__Source material__
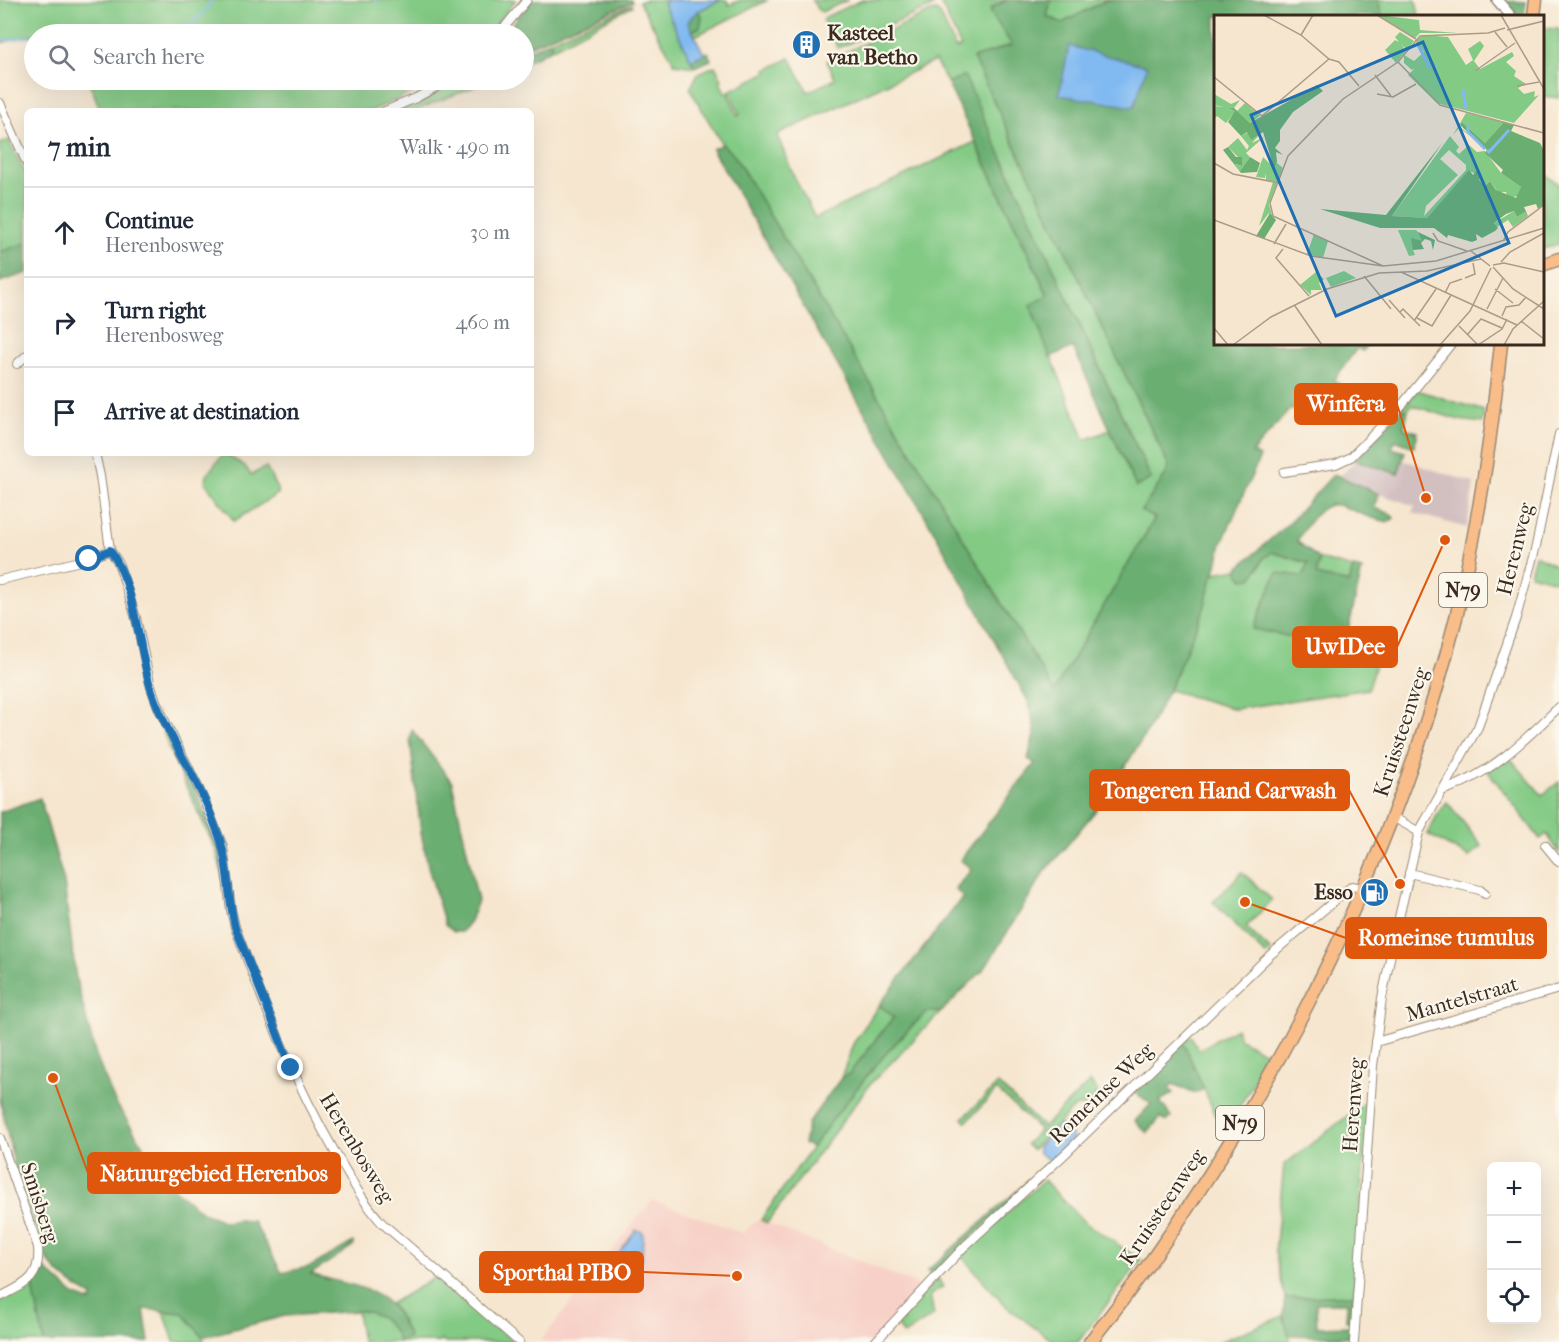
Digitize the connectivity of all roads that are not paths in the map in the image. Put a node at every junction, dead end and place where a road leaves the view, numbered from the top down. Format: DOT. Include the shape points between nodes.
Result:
graph roads {
  1 [pos="527,0"];
  2 [pos="1497,0"];
  3 [pos="1536,0"];
  4 [pos="1510,15"];
  5 [pos="1534,15"];
  6 [pos="507,24"];
  7 [pos="431,90"];
  8 [pos="0,103"];
  9 [pos="393,108"];
  10 [pos="24,157"];
  11 [pos="1559,253"];
  12 [pos="1544,256"];
  13 [pos="1559,259"];
  14 [pos="1544,264"];
  15 [pos="1450,345"];
  16 [pos="1501,345"];
  17 [pos="24,358"];
  18 [pos="17,364"];
  19 [pos="1559,434"];
  20 [pos="96,456"];
  21 [pos="1284,472"];
  22 [pos="110,550"];
  23 [pos="0,580"];
  24 [pos="1559,707"];
  25 [pos="1442,791"];
  26 [pos="1393,817"];
  27 [pos="1419,832"];
  28 [pos="1545,845"];
  29 [pos="1559,862"];
  30 [pos="1409,873"];
  31 [pos="1363,888"];
  32 [pos="1485,894"];
  33 [pos="1559,990"];
  34 [pos="1376,1042"];
  35 [pos="0,1138"];
  36 [pos="0,1298"];
  37 [pos="519,1342"];
  38 [pos="875,1342"];
  39 [pos="1090,1342"];
  40 [pos="1354,1342"];
  1 -- 6 [label="street"];
  2 -- 4 [label="street"];
  3 -- 5 [label="main road"];
  7 -- 9 [label="street"];
  8 -- 10 [label="street"];
  11 -- 12 [label="main road"];
  13 -- 14 [label="main road"];
  15 -- 21 [label="street" via="1401,406 1351,457 1336,464"];
  16 -- 26 [label="main road, Kruissteenweg / N79" via="1490,446 1462,592 1424,730"];
  17 -- 18 [label="street"];
  19 -- 25 [label="street, Herenweg" via="1536,546 1516,618 1478,727"];
  20 -- 22 [label="street, Herenbosweg"];
  22 -- 23 [label="street" via="89,559"];
  22 -- 37 [label="street, Herenbosweg" via="118,562 133,609 159,709 223,847 238,935 291,1068 324,1134 361,1197 382,1223"];
  24 -- 25 [label="street" via="1527,739 1492,765"];
  25 -- 27 [label="street, Herenweg"];
  26 -- 27 [label="street"];
  26 -- 31 [label="main road, Kruissteenweg / N79"];
  27 -- 30 [label="street, Herenweg"];
  28 -- 29 [label="street"];
  30 -- 32 [label="street"];
  30 -- 34 [label="street, Herenweg"];
  31 -- 38 [label="street, Romeinse Weg" via="1352,886 1269,956 964,1247"];
  31 -- 39 [label="main road, Kruissteenweg / N79" via="1294,1030 1229,1142 1165,1240"];
  33 -- 34 [label="street, Mantelstraat"];
  34 -- 40 [label="street, Herenweg"];
  35 -- 36 [label="street, Smisberg" via="38,1246 39,1260 29,1280"];
}
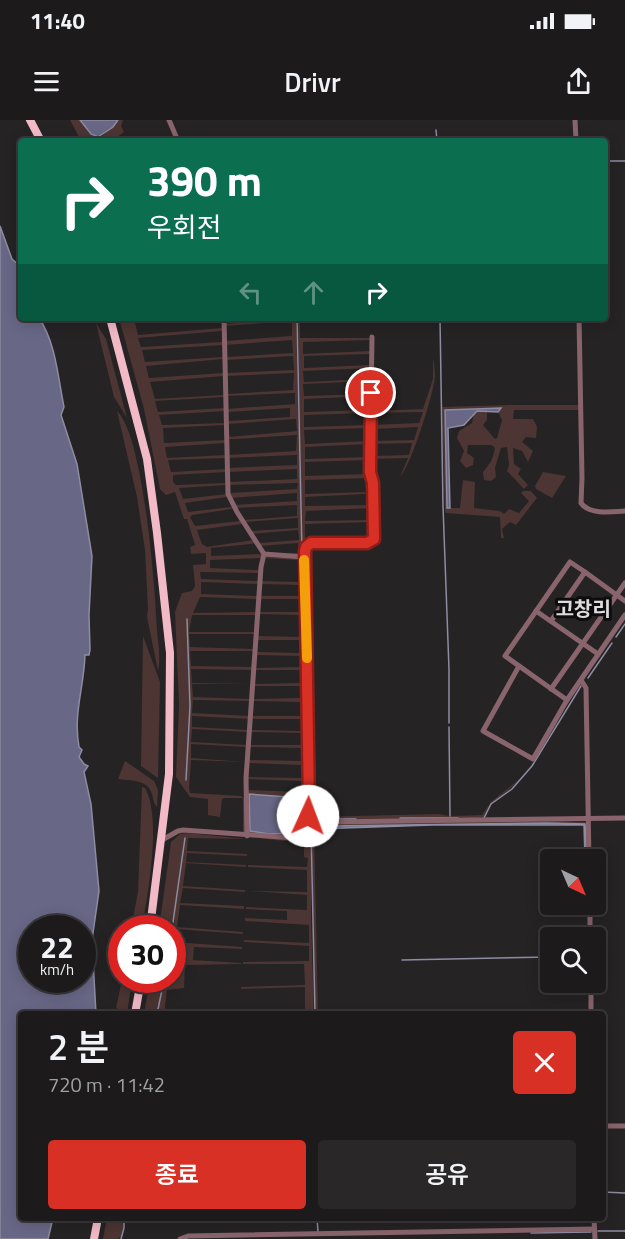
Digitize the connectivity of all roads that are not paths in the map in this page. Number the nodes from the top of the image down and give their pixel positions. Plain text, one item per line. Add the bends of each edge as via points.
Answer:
1 (30, 120) edge
2 (169, 120) edge
3 (575, 120) edge
4 (39, 138) edge
5 (177, 138) edge
6 (576, 138) edge
7 (111, 321) edge
8 (224, 321) edge
9 (579, 321) edge
10 (372, 337) dead end
11 (625, 511) edge
12 (264, 554) junction
13 (304, 557) junction
14 (585, 572) junction
15 (625, 583) edge
16 (617, 595) junction
17 (625, 601) edge
18 (536, 611) junction
19 (625, 615) edge
20 (551, 621) junction
21 (583, 643) junction
22 (598, 654) junction
23 (519, 666) junction
24 (581, 680) junction
25 (551, 689) junction
26 (567, 700) junction
27 (589, 818) junction
28 (625, 818) edge
29 (309, 823) junction
30 (247, 836) junction
31 (162, 840) junction
32 (589, 849) edge
33 (152, 915) edge
34 (139, 993) edge
35 (591, 993) edge
36 (136, 1011) edge
37 (591, 1011) edge
38 (606, 1126) edge
39 (625, 1126) edge
40 (97, 1221) edge
41 (594, 1221) edge
42 (594, 1229) junction
43 (314, 1236) edge
44 (94, 1239) edge
45 (180, 1239) edge
46 (595, 1239) edge

1 - 4 highway
2 - 5 street
3 - 6 street
7 - 31 highway via 147,459 163,587 171,680 169,774
8 - 12 street via 228,494
9 - 11 street via 581,503 590,510
10 - 13 street via 370,472 374,539 367,543 311,543
12 - 13 street
12 - 30 street via 246,778
13 - 29 street
14 - 16 street
14 - 18 street via 570,562
14 - 20 street
15 - 16 street
16 - 17 street
16 - 21 street
18 - 20 street
18 - 23 street via 506,656
19 - 22 street
20 - 21 street
21 - 22 street
21 - 25 street
22 - 24 street
23 - 25 street
23 - 26 street via 483,731 533,759
24 - 26 street
24 - 27 street via 586,688
25 - 26 street
27 - 28 street
27 - 29 street
27 - 32 street
29 - 30 street via 304,834 294,838
30 - 31 street via 183,830
31 - 33 highway
34 - 36 highway
35 - 37 street
38 - 39 street
40 - 44 highway
41 - 42 street
42 - 43 street
42 - 46 street
43 - 45 street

__What you are asked to do__
When repeating the listing, keep each line exact and exclude the pictures.

__Final answer__
Digitize the connectivity of all roads that are not paths in the map in the image. Put a node at every junction, dead end and place where a road leaves the view, numbered from the top down. Format: DOT. Include the shape points between nodes.
Result:
graph roads {
  1 [pos="527,0"];
  2 [pos="1497,0"];
  3 [pos="1536,0"];
  4 [pos="1510,15"];
  5 [pos="1534,15"];
  6 [pos="507,24"];
  7 [pos="431,90"];
  8 [pos="0,103"];
  9 [pos="393,108"];
  10 [pos="24,157"];
  11 [pos="1559,253"];
  12 [pos="1544,256"];
  13 [pos="1559,259"];
  14 [pos="1544,264"];
  15 [pos="1450,345"];
  16 [pos="1501,345"];
  17 [pos="24,358"];
  18 [pos="17,364"];
  19 [pos="1559,434"];
  20 [pos="96,456"];
  21 [pos="1284,472"];
  22 [pos="110,550"];
  23 [pos="0,580"];
  24 [pos="1559,707"];
  25 [pos="1442,791"];
  26 [pos="1393,817"];
  27 [pos="1419,832"];
  28 [pos="1545,845"];
  29 [pos="1559,862"];
  30 [pos="1409,873"];
  31 [pos="1363,888"];
  32 [pos="1485,894"];
  33 [pos="1559,990"];
  34 [pos="1376,1042"];
  35 [pos="0,1138"];
  36 [pos="0,1298"];
  37 [pos="519,1342"];
  38 [pos="875,1342"];
  39 [pos="1090,1342"];
  40 [pos="1354,1342"];
  1 -- 6 [label="street"];
  2 -- 4 [label="street"];
  3 -- 5 [label="main road"];
  7 -- 9 [label="street"];
  8 -- 10 [label="street"];
  11 -- 12 [label="main road"];
  13 -- 14 [label="main road"];
  15 -- 21 [label="street" via="1401,406 1351,457 1336,464"];
  16 -- 26 [label="main road, Kruissteenweg / N79" via="1490,446 1462,592 1424,730"];
  17 -- 18 [label="street"];
  19 -- 25 [label="street, Herenweg" via="1536,546 1516,618 1478,727"];
  20 -- 22 [label="street, Herenbosweg"];
  22 -- 23 [label="street" via="89,559"];
  22 -- 37 [label="street, Herenbosweg" via="118,562 133,609 159,709 223,847 238,935 291,1068 324,1134 361,1197 382,1223"];
  24 -- 25 [label="street" via="1527,739 1492,765"];
  25 -- 27 [label="street, Herenweg"];
  26 -- 27 [label="street"];
  26 -- 31 [label="main road, Kruissteenweg / N79"];
  27 -- 30 [label="street, Herenweg"];
  28 -- 29 [label="street"];
  30 -- 32 [label="street"];
  30 -- 34 [label="street, Herenweg"];
  31 -- 38 [label="street, Romeinse Weg" via="1352,886 1269,956 964,1247"];
  31 -- 39 [label="main road, Kruissteenweg / N79" via="1294,1030 1229,1142 1165,1240"];
  33 -- 34 [label="street, Mantelstraat"];
  34 -- 40 [label="street, Herenweg"];
  35 -- 36 [label="street, Smisberg" via="38,1246 39,1260 29,1280"];
}
Digitize the connectivity of all roads that are not paths in the map in this page. Number the nodes from the top of the image down and give their pixel positions. Plain text, one item per line. Add the bends of each edge as via points.
Answer:
1 (30, 120) edge
2 (169, 120) edge
3 (575, 120) edge
4 (39, 138) edge
5 (177, 138) edge
6 (576, 138) edge
7 (111, 321) edge
8 (224, 321) edge
9 (579, 321) edge
10 (372, 337) dead end
11 (625, 511) edge
12 (264, 554) junction
13 (304, 557) junction
14 (585, 572) junction
15 (625, 583) edge
16 (617, 595) junction
17 (625, 601) edge
18 (536, 611) junction
19 (625, 615) edge
20 (551, 621) junction
21 (583, 643) junction
22 (598, 654) junction
23 (519, 666) junction
24 (581, 680) junction
25 (551, 689) junction
26 (567, 700) junction
27 (589, 818) junction
28 (625, 818) edge
29 (309, 823) junction
30 (247, 836) junction
31 (162, 840) junction
32 (589, 849) edge
33 (152, 915) edge
34 (139, 993) edge
35 (591, 993) edge
36 (136, 1011) edge
37 (591, 1011) edge
38 (606, 1126) edge
39 (625, 1126) edge
40 (97, 1221) edge
41 (594, 1221) edge
42 (594, 1229) junction
43 (314, 1236) edge
44 (94, 1239) edge
45 (180, 1239) edge
46 (595, 1239) edge

1 - 4 highway
2 - 5 street
3 - 6 street
7 - 31 highway via 147,459 163,587 171,680 169,774
8 - 12 street via 228,494
9 - 11 street via 581,503 590,510
10 - 13 street via 370,472 374,539 367,543 311,543
12 - 13 street
12 - 30 street via 246,778
13 - 29 street
14 - 16 street
14 - 18 street via 570,562
14 - 20 street
15 - 16 street
16 - 17 street
16 - 21 street
18 - 20 street
18 - 23 street via 506,656
19 - 22 street
20 - 21 street
21 - 22 street
21 - 25 street
22 - 24 street
23 - 25 street
23 - 26 street via 483,731 533,759
24 - 26 street
24 - 27 street via 586,688
25 - 26 street
27 - 28 street
27 - 29 street
27 - 32 street
29 - 30 street via 304,834 294,838
30 - 31 street via 183,830
31 - 33 highway
34 - 36 highway
35 - 37 street
38 - 39 street
40 - 44 highway
41 - 42 street
42 - 43 street
42 - 46 street
43 - 45 street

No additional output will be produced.